### Excerpted records
━━━━━━━━━━━━━━━━━━━━━━━━━━━━━━
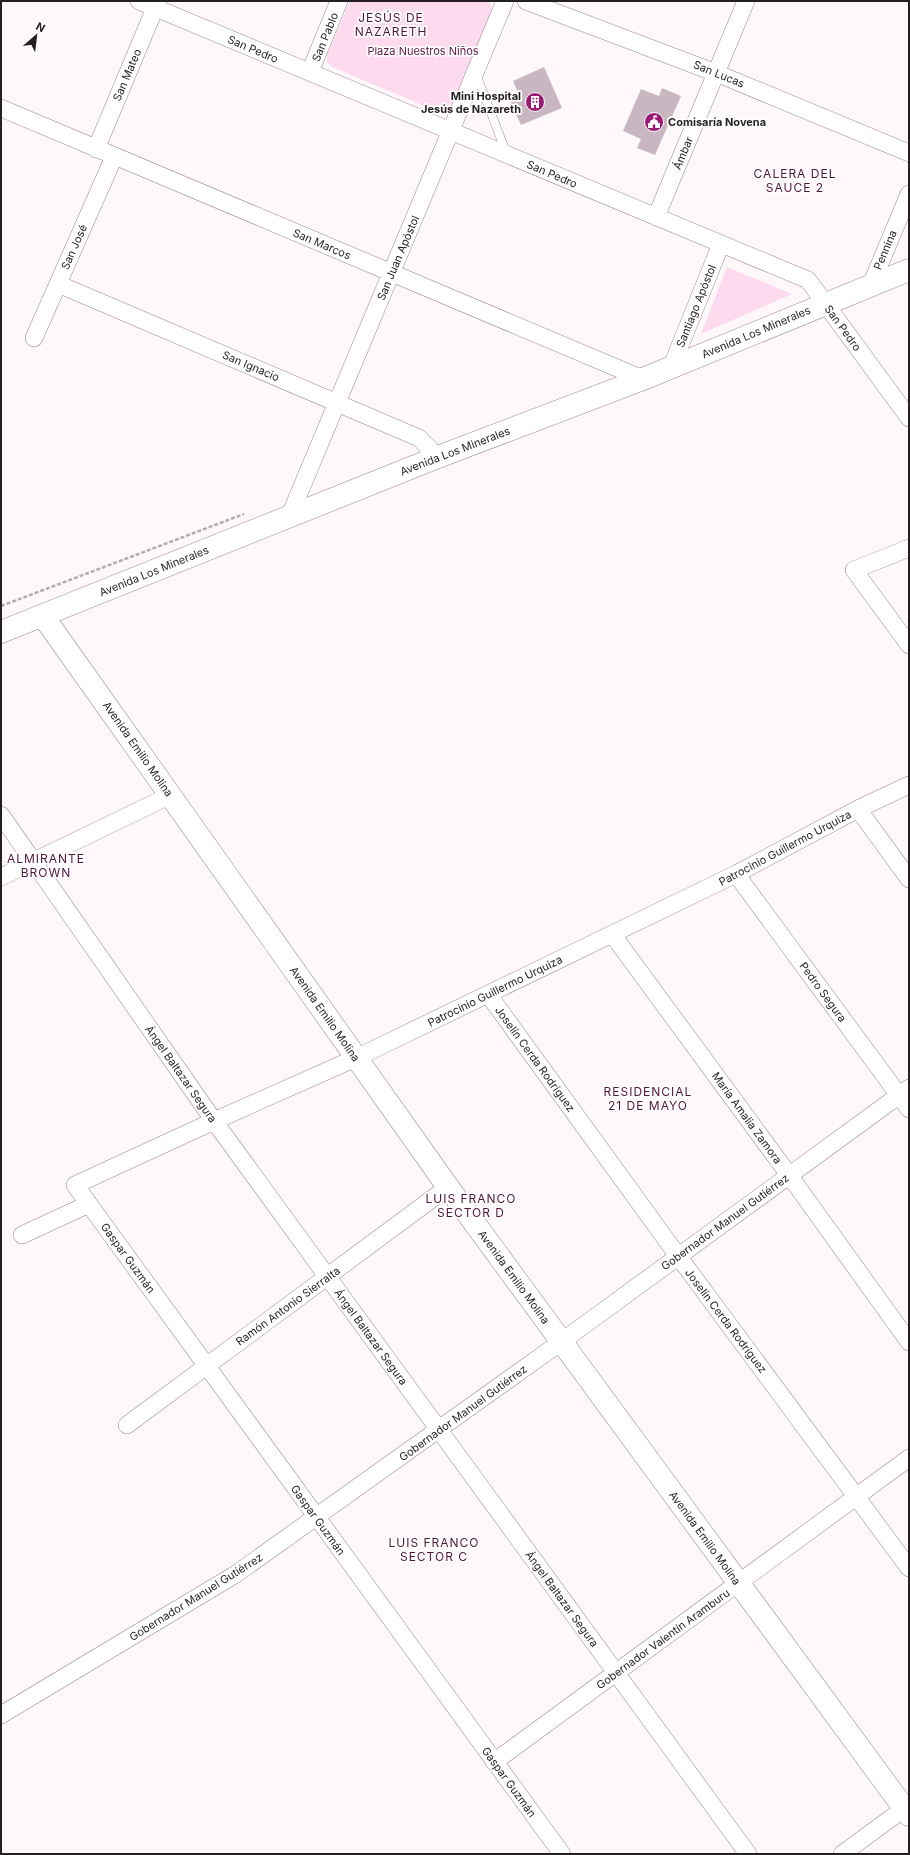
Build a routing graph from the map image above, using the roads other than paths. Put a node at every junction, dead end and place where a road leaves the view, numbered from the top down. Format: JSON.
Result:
{"nodes":[{"id":1,"x":139,"y":1,"type":"edge"},
{"id":2,"x":339,"y":1,"type":"edge"},
{"id":3,"x":505,"y":1,"type":"edge"},
{"id":4,"x":526,"y":1,"type":"edge"},
{"id":5,"x":746,"y":1,"type":"edge"},
{"id":6,"x":157,"y":4,"type":"edge"},
{"id":7,"x":310,"y":72,"type":"junction"},
{"id":8,"x":475,"y":73,"type":"junction"},
{"id":9,"x":716,"y":73,"type":"junction"},
{"id":10,"x":1,"y":108,"type":"edge"},
{"id":11,"x":451,"y":131,"type":"junction"},
{"id":12,"x":96,"y":149,"type":"junction"},
{"id":13,"x":909,"y":153,"type":"edge"},
{"id":14,"x":507,"y":155,"type":"junction"},
{"id":15,"x":114,"y":157,"type":"junction"},
{"id":16,"x":909,"y":194,"type":"edge"},
{"id":17,"x":656,"y":217,"type":"junction"},
{"id":18,"x":721,"y":244,"type":"junction"},
{"id":19,"x":909,"y":270,"type":"edge"},
{"id":20,"x":392,"y":273,"type":"junction"},
{"id":21,"x":58,"y":284,"type":"junction"},
{"id":22,"x":871,"y":285,"type":"junction"},
{"id":23,"x":825,"y":304,"type":"junction"},
{"id":24,"x":34,"y":338,"type":"dead end"},
{"id":25,"x":671,"y":368,"type":"junction"},
{"id":26,"x":643,"y":379,"type":"junction"},
{"id":27,"x":337,"y":403,"type":"junction"},
{"id":28,"x":909,"y":418,"type":"edge"},
{"id":29,"x":438,"y":457,"type":"junction"},
{"id":30,"x":290,"y":515,"type":"junction"},
{"id":31,"x":909,"y":548,"type":"edge"},
{"id":32,"x":43,"y":616,"type":"junction"},
{"id":33,"x":1,"y":632,"type":"edge"},
{"id":34,"x":909,"y":645,"type":"edge"},
{"id":35,"x":909,"y":785,"type":"edge"},
{"id":36,"x":171,"y":795,"type":"junction"},
{"id":37,"x":858,"y":809,"type":"junction"},
{"id":38,"x":1,"y":815,"type":"edge"},
{"id":39,"x":33,"y":861,"type":"junction"},
{"id":40,"x":736,"y":874,"type":"junction"},
{"id":41,"x":1,"y":877,"type":"edge"},
{"id":42,"x":909,"y":878,"type":"edge"},
{"id":43,"x":612,"y":934,"type":"junction"},
{"id":44,"x":488,"y":994,"type":"junction"},
{"id":45,"x":356,"y":1058,"type":"junction"},
{"id":46,"x":904,"y":1091,"type":"edge"},
{"id":47,"x":909,"y":1109,"type":"edge"},
{"id":48,"x":214,"y":1121,"type":"junction"},
{"id":49,"x":789,"y":1175,"type":"junction"},
{"id":50,"x":75,"y":1185,"type":"joint"},
{"id":51,"x":448,"y":1187,"type":"junction"},
{"id":52,"x":89,"y":1204,"type":"junction"},
{"id":53,"x":22,"y":1235,"type":"dead end"},
{"id":54,"x":678,"y":1256,"type":"junction"},
{"id":55,"x":327,"y":1277,"type":"junction"},
{"id":56,"x":562,"y":1342,"type":"junction"},
{"id":57,"x":909,"y":1342,"type":"edge"},
{"id":58,"x":206,"y":1367,"type":"junction"},
{"id":59,"x":127,"y":1425,"type":"dead end"},
{"id":60,"x":438,"y":1430,"type":"junction"},
{"id":61,"x":909,"y":1458,"type":"edge"},
{"id":62,"x":857,"y":1497,"type":"junction"},
{"id":63,"x":316,"y":1517,"type":"junction"},
{"id":64,"x":909,"y":1568,"type":"edge"},
{"id":65,"x":739,"y":1585,"type":"junction"},
{"id":66,"x":616,"y":1674,"type":"junction"},
{"id":67,"x":1,"y":1715,"type":"edge"},
{"id":68,"x":494,"y":1762,"type":"junction"},
{"id":69,"x":907,"y":1809,"type":"edge"},
{"id":70,"x":562,"y":1854,"type":"edge"},
{"id":71,"x":748,"y":1854,"type":"edge"},
{"id":72,"x":842,"y":1854,"type":"edge"}],
"edges":[{"from":1,"to":6,"type":"street","name":"San Pedro"},
{"from":2,"to":7,"type":"street","name":"San Pablo"},
{"from":3,"to":8,"type":"street","name":"San Juan Apóstol"},
{"from":4,"to":9,"type":"street","name":"San Lucas"},
{"from":5,"to":9,"type":"street","name":"Ámbar"},
{"from":6,"to":7,"type":"street","name":"San Pedro"},
{"from":6,"to":12,"type":"street","name":"San Mateo"},
{"from":7,"to":11,"type":"street","name":"San Pedro"},
{"from":8,"to":11,"type":"street","name":"San Juan Apóstol"},
{"from":8,"to":14,"type":"lane"},
{"from":9,"to":13,"type":"street","name":"San Lucas"},
{"from":9,"to":17,"type":"street","name":"Ámbar"},
{"from":10,"to":12,"type":"street","name":"San Marcos"},
{"from":11,"to":14,"type":"street","name":"San Pedro"},
{"from":11,"to":20,"type":"street","name":"San Juan Apóstol"},
{"from":12,"to":15,"type":"street","name":"San Marcos"},
{"from":14,"to":17,"type":"street","name":"San Pedro"},
{"from":15,"to":20,"type":"street","name":"San Marcos"},
{"from":15,"to":21,"type":"street","name":"San José"},
{"from":16,"to":22,"type":"street","name":"Pennina"},
{"from":17,"to":18,"type":"street","name":"San Pedro"},
{"from":18,"to":23,"type":"street","name":"San Pedro"},
{"from":18,"to":25,"type":"street","name":"Santiago Apóstol"},
{"from":19,"to":22,"type":"street","name":"Avenida Los Minerales"},
{"from":20,"to":26,"type":"street","name":"San Marcos"},
{"from":20,"to":27,"type":"street","name":"San Juan Apóstol"},
{"from":21,"to":24,"type":"street","name":"San José"},
{"from":21,"to":27,"type":"street","name":"San Ignacio"},
{"from":22,"to":23,"type":"street","name":"Avenida Los Minerales"},
{"from":23,"to":25,"type":"street","name":"Avenida Los Minerales"},
{"from":23,"to":28,"type":"street","name":"San Pedro"},
{"from":25,"to":26,"type":"street","name":"Avenida Los Minerales"},
{"from":26,"to":29,"type":"street","name":"Avenida Los Minerales"},
{"from":27,"to":29,"type":"street","name":"San Ignacio"},
{"from":27,"to":30,"type":"street","name":"San Juan Apóstol"},
{"from":29,"to":30,"type":"street","name":"Avenida Los Minerales"},
{"from":30,"to":32,"type":"street","name":"Avenida Los Minerales"},
{"from":31,"to":34,"type":"street"},
{"from":32,"to":33,"type":"street","name":"Avenida Los Minerales"},
{"from":32,"to":36,"type":"street","name":"Avenida Emilio Molina"},
{"from":35,"to":37,"type":"street","name":"Patrocinio Guillermo Urquiza"},
{"from":36,"to":39,"type":"street"},
{"from":36,"to":45,"type":"street","name":"Avenida Emilio Molina"},
{"from":37,"to":40,"type":"street","name":"Patrocinio Guillermo Urquiza"},
{"from":37,"to":42,"type":"street"},
{"from":38,"to":39,"type":"street","name":"Ángel Baltazar Segura"},
{"from":39,"to":41,"type":"street"},
{"from":39,"to":48,"type":"street","name":"Ángel Baltazar Segura"},
{"from":40,"to":43,"type":"street","name":"Patrocinio Guillermo Urquiza"},
{"from":40,"to":46,"type":"street","name":"Pedro Segura"},
{"from":43,"to":44,"type":"street","name":"Patrocinio Guillermo Urquiza"},
{"from":43,"to":49,"type":"street","name":"María Amalia Zamora"},
{"from":44,"to":45,"type":"street","name":"Patrocinio Guillermo Urquiza"},
{"from":44,"to":54,"type":"street","name":"Joselín Cerda Rodríguez"},
{"from":45,"to":48,"type":"street","name":"Patrocinio Guillermo Urquiza"},
{"from":45,"to":51,"type":"street","name":"Avenida Emilio Molina"},
{"from":46,"to":47,"type":"street","name":"Pedro Segura"},
{"from":46,"to":49,"type":"street","name":"Gobernador Manuel Gutiérrez"},
{"from":48,"to":50,"type":"street","name":"Patrocinio Guillermo Urquiza"},
{"from":48,"to":55,"type":"street","name":"Ángel Baltazar Segura"},
{"from":49,"to":54,"type":"street","name":"Gobernador Manuel Gutiérrez"},
{"from":49,"to":57,"type":"street","name":"María Amalia Zamora"},
{"from":50,"to":52,"type":"street","name":"Gaspar Guzmán"},
{"from":51,"to":55,"type":"street","name":"Ramón Antonio Sierralta"},
{"from":51,"to":56,"type":"street","name":"Avenida Emilio Molina"},
{"from":52,"to":53,"type":"street"},
{"from":52,"to":58,"type":"street","name":"Gaspar Guzmán"},
{"from":54,"to":56,"type":"street","name":"Gobernador Manuel Gutiérrez"},
{"from":54,"to":62,"type":"street","name":"Joselín Cerda Rodríguez"},
{"from":55,"to":58,"type":"street","name":"Ramón Antonio Sierralta"},
{"from":55,"to":60,"type":"street","name":"Ángel Baltazar Segura"},
{"from":56,"to":60,"type":"street","name":"Gobernador Manuel Gutiérrez"},
{"from":56,"to":65,"type":"street","name":"Avenida Emilio Molina"},
{"from":58,"to":59,"type":"street","name":"Ramón Antonio Sierralta"},
{"from":58,"to":63,"type":"street","name":"Gaspar Guzmán"},
{"from":60,"to":63,"type":"street","name":"Gobernador Manuel Gutiérrez"},
{"from":60,"to":66,"type":"street","name":"Ángel Baltazar Segura"},
{"from":61,"to":62,"type":"street","name":"Gobernador Valentín Aramburu"},
{"from":62,"to":64,"type":"street","name":"Joselín Cerda Rodríguez"},
{"from":62,"to":65,"type":"street","name":"Gobernador Valentín Aramburu"},
{"from":63,"to":67,"type":"street","name":"Gobernador Manuel Gutiérrez"},
{"from":63,"to":68,"type":"street","name":"Gaspar Guzmán"},
{"from":65,"to":66,"type":"street","name":"Gobernador Valentín Aramburu"},
{"from":65,"to":69,"type":"street","name":"Avenida Emilio Molina"},
{"from":66,"to":68,"type":"street","name":"Gobernador Valentín Aramburu"},
{"from":66,"to":71,"type":"street","name":"Ángel Baltazar Segura"},
{"from":68,"to":70,"type":"street","name":"Gaspar Guzmán"},
{"from":69,"to":72,"type":"street"}]}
━━━━━━━━━━━━━━━━━━━━━━━━━━━━━━
### Requirement
Wherever the string "Ramón" is found in the listing above, copy the line that contains it.

### Answer to the problem
{"from":51,"to":55,"type":"street","name":"Ramón Antonio Sierralta"},
{"from":55,"to":58,"type":"street","name":"Ramón Antonio Sierralta"},
{"from":58,"to":59,"type":"street","name":"Ramón Antonio Sierralta"},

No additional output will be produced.